[[ Data extracts open ]]
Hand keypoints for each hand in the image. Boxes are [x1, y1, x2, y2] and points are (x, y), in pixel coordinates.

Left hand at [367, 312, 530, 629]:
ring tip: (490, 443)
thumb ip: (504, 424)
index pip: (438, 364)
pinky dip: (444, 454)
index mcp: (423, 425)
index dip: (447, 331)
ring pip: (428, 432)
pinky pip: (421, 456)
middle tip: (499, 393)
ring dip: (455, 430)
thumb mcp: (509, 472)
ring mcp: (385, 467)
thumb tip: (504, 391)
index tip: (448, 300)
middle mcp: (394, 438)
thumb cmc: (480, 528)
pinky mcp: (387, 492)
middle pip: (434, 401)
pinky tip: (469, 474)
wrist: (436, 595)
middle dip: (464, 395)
[[ Data extracts closed ]]
[[ Data extracts open ]]
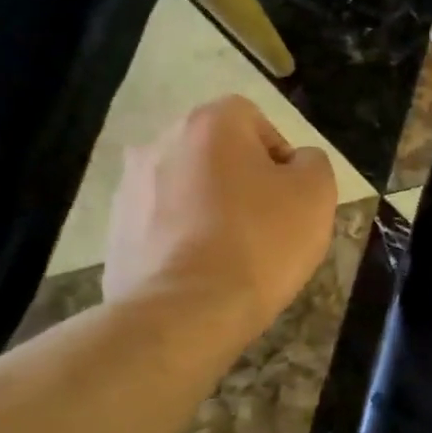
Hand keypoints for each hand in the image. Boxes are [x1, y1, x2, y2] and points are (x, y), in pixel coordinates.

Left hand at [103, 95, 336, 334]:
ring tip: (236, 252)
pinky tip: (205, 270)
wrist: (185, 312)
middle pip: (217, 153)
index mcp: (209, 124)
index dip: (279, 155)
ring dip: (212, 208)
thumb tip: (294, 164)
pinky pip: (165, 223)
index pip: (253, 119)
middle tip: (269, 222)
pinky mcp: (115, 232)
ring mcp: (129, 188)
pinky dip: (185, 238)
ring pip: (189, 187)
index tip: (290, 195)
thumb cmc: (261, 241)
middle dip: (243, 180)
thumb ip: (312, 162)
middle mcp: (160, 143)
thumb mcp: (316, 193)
[[ Data extracts closed ]]
[[ Data extracts open ]]
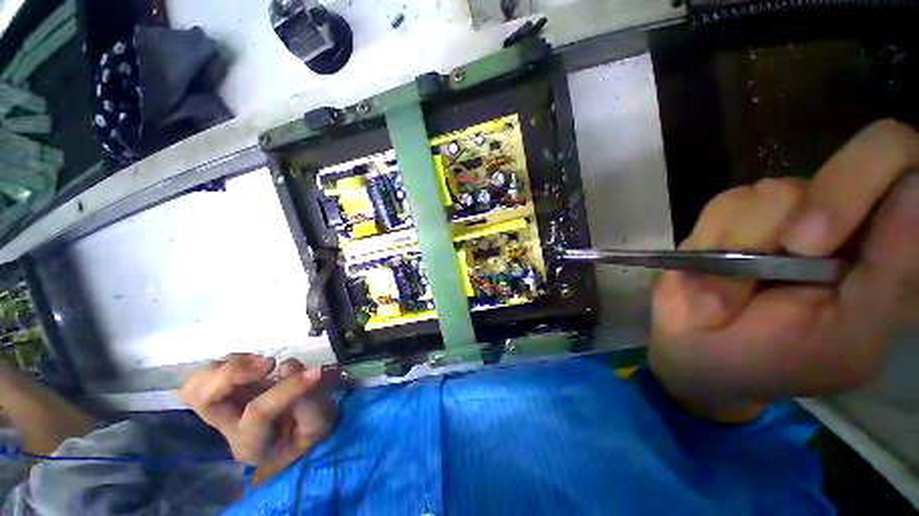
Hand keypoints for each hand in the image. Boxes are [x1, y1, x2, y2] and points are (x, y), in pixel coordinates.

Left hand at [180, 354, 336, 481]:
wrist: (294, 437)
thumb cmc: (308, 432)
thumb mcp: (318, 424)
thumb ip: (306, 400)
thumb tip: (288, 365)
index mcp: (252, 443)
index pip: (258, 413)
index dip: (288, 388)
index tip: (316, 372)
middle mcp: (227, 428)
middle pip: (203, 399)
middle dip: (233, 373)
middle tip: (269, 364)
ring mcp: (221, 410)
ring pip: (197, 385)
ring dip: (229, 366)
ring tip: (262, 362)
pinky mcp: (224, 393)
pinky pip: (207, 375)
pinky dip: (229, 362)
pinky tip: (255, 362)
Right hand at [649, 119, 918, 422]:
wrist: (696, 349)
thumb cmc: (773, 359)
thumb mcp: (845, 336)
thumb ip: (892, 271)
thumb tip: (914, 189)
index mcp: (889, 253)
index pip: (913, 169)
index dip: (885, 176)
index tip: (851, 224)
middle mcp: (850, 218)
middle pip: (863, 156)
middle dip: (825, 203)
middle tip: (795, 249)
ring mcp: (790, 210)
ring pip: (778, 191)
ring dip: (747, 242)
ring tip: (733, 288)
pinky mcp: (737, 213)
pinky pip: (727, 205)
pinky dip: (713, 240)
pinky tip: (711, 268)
[[ Data extracts closed ]]
*What to produce*.
The line above containing "thumb cmc: (308, 432)", the line containing "ring mcp: (221, 410)", and every line between them are to be transcribed exactly; no other line is wanted.

*Written answer*.
thumb cmc: (308, 432)
thumb mcp: (318, 424)
thumb ip: (306, 400)
thumb tip: (288, 365)
index mcp: (252, 443)
index pip: (258, 413)
index dip: (288, 388)
index tip: (316, 372)
middle mcp: (227, 428)
middle pip: (203, 399)
middle dip: (233, 373)
middle tip: (269, 364)
ring mcp: (221, 410)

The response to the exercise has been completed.